Activity
In the data that follows, give the number of lines containing the word "junction". Offer no additional comment.

Supplied information
════
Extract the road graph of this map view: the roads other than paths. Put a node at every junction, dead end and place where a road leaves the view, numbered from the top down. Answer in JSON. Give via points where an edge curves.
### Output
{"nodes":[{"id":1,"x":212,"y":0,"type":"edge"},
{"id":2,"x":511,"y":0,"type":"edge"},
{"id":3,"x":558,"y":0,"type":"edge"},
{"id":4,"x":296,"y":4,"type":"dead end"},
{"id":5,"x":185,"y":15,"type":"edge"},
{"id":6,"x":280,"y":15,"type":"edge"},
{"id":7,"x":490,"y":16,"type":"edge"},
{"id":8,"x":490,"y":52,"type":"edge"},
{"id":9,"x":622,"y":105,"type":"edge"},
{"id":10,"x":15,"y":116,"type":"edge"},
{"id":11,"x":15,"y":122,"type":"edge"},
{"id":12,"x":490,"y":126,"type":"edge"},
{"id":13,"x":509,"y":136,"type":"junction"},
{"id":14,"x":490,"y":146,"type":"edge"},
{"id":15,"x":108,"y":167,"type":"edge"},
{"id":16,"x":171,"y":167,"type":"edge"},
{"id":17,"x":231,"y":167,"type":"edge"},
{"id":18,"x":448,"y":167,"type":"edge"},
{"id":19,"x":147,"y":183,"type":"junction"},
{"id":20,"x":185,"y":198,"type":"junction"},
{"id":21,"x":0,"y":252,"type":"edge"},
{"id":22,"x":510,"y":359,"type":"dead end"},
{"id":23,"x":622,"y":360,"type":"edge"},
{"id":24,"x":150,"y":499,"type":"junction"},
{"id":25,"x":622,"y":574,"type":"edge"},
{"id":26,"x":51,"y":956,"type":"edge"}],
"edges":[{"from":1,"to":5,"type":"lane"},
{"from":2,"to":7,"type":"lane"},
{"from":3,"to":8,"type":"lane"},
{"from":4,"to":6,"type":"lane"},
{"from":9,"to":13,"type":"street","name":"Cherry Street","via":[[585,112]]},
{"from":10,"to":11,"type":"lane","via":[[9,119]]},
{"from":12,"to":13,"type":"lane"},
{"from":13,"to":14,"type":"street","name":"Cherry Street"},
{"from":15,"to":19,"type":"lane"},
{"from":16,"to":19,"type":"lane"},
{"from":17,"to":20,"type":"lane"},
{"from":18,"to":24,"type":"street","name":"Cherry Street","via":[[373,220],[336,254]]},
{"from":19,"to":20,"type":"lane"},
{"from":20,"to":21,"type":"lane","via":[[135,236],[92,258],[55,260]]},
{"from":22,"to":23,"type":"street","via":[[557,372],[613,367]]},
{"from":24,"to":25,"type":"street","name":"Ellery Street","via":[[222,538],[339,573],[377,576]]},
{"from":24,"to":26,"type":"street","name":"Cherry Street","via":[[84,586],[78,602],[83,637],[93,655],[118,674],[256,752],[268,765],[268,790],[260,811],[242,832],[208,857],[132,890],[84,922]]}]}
════
Task answer
5